Throughout her career, Nutt has focused on providing assistance to war-affected women and children. She is the founder and president of War Child Canada/War Child USA and has worked with the United Nations and non-governmental organizations. Nutt has worked with children and their families on the front-line of many crises including Iraq, Afghanistan, The Democratic Republic of Congo, Liberia, Sierra Leone, Somalia, Darfur, South Sudan, Burundi, northern Uganda, Ethiopia and the Thai-Burmese border.

Nutt is on staff at Women's College Hospital in Toronto and is an assistant professor at the University of Toronto in the Department of Family and Community Medicine. She is also on the board of the David Suzuki Foundation. She is married to Eric Hoskins, formerly Ontario's minister of health and long term care.

== Education ==
Born in Toronto in October 1969, Nutt lived near the town of Durban, South Africa, from the ages one through six years, before she and her family returned to the city. Her father was a children's shoe designer and his work took the family to Brazil for six months when Nutt was in her early teens. She graduated from McMaster University's Arts & Science Program. She received her Doctor of Medicine degree from the same university. She also earned an MSc degree with distinction at the London School of Hygiene and Tropical Medicine, and holds a Fellowship in Community Medicine (FRCPC) from the Royal College of Physicians and Surgeons of Canada. She is certified by the College of Family Practice (CCFP) and completed a sub-specialization in women's health through the University of Toronto as a Women's Health Scholar. As a practising family physician she is a fellow of the Royal College of Physicians and Surgeons and is certified by the College of Family Medicine.

== Honours ==
Nutt's work on behalf of war-affected communities around the world has been widely recognized. In 2011, she was made a Member of the Order of Canada "for her contributions to improving the plight of young people in the world's worst conflict zones, notably as a founder of War Child Canada." She was named one of "Canada’s Top 40 under 40" award from The Globe and Mail. Time magazine called her one of "Canada’s Five Leading Activists". She was chosen as "Personnalité De La Semaine" by La Presse and was chosen as one of "200 Young Global Leaders" in the world by the World Economic Forum. In 2010, Nutt was appointed to the Order of Ontario. In 2012 she was presented with the Queen Elizabeth II Diamond Jubilee Medal.

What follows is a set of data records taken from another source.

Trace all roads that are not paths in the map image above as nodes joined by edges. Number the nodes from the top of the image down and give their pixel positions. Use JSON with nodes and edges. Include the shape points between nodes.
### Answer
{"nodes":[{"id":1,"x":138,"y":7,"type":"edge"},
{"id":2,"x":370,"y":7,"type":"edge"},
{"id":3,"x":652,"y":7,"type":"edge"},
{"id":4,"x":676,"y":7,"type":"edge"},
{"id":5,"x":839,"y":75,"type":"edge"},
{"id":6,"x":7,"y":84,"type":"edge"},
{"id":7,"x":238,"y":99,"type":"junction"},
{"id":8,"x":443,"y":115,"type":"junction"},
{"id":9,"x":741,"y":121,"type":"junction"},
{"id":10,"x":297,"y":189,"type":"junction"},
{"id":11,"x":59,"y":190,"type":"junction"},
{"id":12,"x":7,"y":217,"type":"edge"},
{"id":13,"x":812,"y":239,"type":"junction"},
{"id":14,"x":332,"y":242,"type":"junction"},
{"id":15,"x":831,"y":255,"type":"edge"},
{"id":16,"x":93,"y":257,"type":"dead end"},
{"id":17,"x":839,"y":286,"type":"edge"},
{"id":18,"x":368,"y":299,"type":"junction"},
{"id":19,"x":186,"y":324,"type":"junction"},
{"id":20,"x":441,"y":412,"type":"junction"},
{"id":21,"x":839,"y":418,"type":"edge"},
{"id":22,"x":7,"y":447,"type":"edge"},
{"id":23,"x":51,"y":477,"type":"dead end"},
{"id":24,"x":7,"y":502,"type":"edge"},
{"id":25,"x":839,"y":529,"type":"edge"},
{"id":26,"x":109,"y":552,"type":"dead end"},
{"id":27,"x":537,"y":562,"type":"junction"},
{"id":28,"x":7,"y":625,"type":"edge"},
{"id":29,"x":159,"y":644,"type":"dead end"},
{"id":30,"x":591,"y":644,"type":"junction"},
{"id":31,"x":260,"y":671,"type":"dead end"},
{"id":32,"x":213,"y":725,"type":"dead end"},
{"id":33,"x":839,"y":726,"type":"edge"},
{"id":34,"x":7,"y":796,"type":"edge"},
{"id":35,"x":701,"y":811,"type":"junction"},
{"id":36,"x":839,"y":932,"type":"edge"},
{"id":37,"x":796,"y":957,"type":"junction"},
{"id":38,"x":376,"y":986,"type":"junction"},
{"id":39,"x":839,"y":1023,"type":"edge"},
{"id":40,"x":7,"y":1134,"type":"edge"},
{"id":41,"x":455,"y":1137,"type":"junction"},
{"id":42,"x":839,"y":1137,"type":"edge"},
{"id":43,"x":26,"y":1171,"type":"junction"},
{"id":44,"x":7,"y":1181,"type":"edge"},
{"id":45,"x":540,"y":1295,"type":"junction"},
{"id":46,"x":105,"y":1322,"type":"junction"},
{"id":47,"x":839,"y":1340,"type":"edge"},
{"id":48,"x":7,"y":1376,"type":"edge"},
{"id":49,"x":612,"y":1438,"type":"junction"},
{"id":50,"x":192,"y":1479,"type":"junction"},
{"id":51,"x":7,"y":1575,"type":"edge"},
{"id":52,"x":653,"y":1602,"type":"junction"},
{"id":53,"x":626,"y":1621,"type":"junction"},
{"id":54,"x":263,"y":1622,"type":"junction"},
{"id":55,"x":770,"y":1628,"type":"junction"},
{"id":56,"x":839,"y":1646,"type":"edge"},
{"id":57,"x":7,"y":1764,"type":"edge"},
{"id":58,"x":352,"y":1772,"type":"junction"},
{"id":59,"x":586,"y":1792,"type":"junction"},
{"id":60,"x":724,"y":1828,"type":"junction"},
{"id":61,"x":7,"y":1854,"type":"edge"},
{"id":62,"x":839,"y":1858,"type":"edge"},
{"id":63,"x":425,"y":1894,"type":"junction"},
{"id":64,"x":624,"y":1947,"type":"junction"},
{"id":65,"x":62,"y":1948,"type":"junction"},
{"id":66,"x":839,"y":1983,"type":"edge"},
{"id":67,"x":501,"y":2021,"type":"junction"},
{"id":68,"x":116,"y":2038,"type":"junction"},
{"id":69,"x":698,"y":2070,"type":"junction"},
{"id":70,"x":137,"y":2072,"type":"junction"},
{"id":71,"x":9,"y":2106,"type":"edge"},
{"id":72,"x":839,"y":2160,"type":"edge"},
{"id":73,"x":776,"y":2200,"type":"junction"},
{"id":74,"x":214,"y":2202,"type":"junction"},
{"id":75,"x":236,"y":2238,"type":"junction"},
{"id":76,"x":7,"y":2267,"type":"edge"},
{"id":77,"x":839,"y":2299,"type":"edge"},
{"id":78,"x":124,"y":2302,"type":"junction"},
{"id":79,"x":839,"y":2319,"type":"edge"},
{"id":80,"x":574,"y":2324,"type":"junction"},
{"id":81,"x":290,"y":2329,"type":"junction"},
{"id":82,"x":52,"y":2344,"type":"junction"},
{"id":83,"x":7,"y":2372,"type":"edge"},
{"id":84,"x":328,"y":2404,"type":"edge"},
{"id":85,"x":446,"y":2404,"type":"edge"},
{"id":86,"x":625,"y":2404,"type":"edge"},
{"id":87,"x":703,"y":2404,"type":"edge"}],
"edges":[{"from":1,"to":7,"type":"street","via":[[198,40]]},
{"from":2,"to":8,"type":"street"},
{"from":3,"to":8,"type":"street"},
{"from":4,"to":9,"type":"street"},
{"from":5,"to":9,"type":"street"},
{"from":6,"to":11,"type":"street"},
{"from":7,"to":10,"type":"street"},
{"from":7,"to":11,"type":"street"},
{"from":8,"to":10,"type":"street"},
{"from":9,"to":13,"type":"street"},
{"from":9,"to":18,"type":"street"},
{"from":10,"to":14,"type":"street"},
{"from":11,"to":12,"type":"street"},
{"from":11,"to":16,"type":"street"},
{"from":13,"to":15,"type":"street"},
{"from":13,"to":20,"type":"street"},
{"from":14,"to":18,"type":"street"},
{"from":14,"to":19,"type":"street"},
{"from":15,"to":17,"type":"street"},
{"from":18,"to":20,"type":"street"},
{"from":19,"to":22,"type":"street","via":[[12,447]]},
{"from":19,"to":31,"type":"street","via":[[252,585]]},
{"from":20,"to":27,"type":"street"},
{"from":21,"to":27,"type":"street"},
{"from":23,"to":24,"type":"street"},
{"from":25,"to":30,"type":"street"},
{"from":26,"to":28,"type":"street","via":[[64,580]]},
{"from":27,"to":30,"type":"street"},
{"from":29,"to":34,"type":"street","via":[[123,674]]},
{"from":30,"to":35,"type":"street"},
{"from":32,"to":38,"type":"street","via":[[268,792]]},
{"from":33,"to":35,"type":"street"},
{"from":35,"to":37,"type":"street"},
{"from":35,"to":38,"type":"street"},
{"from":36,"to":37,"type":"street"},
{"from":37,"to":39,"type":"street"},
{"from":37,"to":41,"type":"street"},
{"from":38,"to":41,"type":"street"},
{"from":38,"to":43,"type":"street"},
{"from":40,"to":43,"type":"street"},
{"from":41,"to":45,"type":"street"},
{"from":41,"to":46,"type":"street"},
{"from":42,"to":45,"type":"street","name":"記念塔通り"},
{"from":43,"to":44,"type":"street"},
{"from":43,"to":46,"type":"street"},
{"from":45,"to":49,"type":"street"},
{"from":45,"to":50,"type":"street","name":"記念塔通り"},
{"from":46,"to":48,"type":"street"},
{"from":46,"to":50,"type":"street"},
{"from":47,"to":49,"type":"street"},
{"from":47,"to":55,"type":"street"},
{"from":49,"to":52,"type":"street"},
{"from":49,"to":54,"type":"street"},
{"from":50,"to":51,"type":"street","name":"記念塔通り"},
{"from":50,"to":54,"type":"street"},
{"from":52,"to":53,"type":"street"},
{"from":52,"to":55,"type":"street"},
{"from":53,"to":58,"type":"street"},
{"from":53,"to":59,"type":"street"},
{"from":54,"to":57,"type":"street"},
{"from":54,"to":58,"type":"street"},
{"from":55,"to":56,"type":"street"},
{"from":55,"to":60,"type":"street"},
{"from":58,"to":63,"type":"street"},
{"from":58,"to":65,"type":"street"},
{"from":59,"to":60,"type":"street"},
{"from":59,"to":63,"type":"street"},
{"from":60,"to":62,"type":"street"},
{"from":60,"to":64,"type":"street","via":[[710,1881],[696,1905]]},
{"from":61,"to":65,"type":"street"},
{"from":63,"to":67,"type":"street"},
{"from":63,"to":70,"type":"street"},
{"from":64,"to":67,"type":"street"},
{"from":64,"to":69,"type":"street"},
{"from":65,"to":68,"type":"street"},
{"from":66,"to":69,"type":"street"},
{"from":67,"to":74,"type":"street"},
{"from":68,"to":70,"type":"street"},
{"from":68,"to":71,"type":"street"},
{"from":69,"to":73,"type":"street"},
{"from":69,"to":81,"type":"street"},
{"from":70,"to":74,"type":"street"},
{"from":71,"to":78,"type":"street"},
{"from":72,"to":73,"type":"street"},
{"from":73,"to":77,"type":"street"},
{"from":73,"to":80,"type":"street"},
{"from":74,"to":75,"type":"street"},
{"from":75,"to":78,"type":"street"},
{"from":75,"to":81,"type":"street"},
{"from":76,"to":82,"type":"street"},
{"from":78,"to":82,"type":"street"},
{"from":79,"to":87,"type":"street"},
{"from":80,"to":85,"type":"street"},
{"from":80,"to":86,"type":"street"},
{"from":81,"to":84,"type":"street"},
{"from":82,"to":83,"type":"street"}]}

Nutt has received honorary doctorates from Niagara University, Brock University (Doctor of Humane Letters), Nova Southeastern University in Florida, McMaster University (Doctor of Laws), University of Lethbridge, St Mary's University in Halifax, University of Western Ontario and the University of Ottawa. In 2011 she received honorary doctorates from Mount Saint Vincent University and York University (Doctor of Laws). In 2015, she received an honorary degree of doctor of science from University of Alberta.

== Activities outside of War Child Canada ==
Nutt has written for Maclean's magazine and The Globe and Mail covering human rights, foreign policy, and war-related issues. She frequently appears on television and radio in Canada and the US as a commentator on war and human rights issues. She was a regular member of The Nationals "Turning Point" panel. She is also a keynote public speaker on the impact of war, human rights, social justice and on public engagement in global issues.